Exercise prompt: Copy whichever lines of the data hold the word "Ring".
Content starts
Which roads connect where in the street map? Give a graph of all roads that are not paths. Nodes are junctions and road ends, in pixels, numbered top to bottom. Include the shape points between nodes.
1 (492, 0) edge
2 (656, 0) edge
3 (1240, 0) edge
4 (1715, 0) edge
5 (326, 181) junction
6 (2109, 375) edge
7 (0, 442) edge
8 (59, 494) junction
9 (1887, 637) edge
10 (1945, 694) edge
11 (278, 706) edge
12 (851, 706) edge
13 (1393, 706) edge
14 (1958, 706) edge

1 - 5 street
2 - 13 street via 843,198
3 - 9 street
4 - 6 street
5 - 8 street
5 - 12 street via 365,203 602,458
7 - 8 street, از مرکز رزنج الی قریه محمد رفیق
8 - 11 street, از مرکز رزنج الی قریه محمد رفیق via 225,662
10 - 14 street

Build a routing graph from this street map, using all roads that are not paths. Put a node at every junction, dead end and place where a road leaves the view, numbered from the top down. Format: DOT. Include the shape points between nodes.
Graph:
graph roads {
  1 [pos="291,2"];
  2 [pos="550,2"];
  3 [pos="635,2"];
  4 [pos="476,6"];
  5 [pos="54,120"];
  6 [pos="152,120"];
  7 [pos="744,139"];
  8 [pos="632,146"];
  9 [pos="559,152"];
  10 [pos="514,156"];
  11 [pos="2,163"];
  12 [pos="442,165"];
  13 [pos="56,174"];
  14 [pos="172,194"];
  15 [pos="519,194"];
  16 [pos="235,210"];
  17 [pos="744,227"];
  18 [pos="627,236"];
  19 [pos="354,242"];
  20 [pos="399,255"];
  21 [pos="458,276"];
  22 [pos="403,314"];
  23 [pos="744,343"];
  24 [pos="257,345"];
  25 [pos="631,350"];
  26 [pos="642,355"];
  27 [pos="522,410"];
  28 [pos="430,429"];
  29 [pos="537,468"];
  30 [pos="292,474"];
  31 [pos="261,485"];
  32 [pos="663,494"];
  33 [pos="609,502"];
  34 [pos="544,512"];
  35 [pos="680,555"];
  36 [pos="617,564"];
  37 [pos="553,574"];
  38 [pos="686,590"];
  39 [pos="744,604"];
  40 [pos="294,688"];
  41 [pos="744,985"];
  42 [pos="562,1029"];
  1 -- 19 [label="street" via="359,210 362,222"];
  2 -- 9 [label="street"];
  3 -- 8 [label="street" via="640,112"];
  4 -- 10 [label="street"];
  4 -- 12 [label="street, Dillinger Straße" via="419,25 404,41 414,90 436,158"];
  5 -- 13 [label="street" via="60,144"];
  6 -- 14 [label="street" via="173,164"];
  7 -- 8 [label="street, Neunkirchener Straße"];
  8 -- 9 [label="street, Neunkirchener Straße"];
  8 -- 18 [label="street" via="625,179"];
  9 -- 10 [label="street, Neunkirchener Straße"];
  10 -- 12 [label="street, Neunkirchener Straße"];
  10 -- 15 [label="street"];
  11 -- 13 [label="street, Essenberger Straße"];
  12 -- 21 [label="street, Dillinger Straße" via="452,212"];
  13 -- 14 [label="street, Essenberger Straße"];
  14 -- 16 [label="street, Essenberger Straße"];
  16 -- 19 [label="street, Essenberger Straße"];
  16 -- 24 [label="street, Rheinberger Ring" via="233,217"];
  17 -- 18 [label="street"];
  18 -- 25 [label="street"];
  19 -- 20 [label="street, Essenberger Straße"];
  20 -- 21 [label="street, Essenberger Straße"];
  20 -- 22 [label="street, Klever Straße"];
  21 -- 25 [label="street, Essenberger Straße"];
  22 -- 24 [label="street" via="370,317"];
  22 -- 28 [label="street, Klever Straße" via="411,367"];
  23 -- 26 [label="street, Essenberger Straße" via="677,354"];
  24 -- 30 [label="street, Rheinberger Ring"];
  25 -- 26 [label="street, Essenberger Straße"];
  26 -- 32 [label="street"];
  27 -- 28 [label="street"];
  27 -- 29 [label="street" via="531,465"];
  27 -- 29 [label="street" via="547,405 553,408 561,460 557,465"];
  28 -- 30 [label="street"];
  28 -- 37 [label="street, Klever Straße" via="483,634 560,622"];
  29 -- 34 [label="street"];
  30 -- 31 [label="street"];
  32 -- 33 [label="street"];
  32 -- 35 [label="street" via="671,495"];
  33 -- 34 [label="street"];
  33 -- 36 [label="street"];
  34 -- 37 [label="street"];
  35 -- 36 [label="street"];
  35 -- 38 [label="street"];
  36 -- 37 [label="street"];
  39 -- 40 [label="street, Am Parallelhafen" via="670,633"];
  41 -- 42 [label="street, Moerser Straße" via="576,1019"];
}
Content ends
Output below:
  16 -- 24 [label="street, Rheinberger Ring" via="233,217"];
  24 -- 30 [label="street, Rheinberger Ring"];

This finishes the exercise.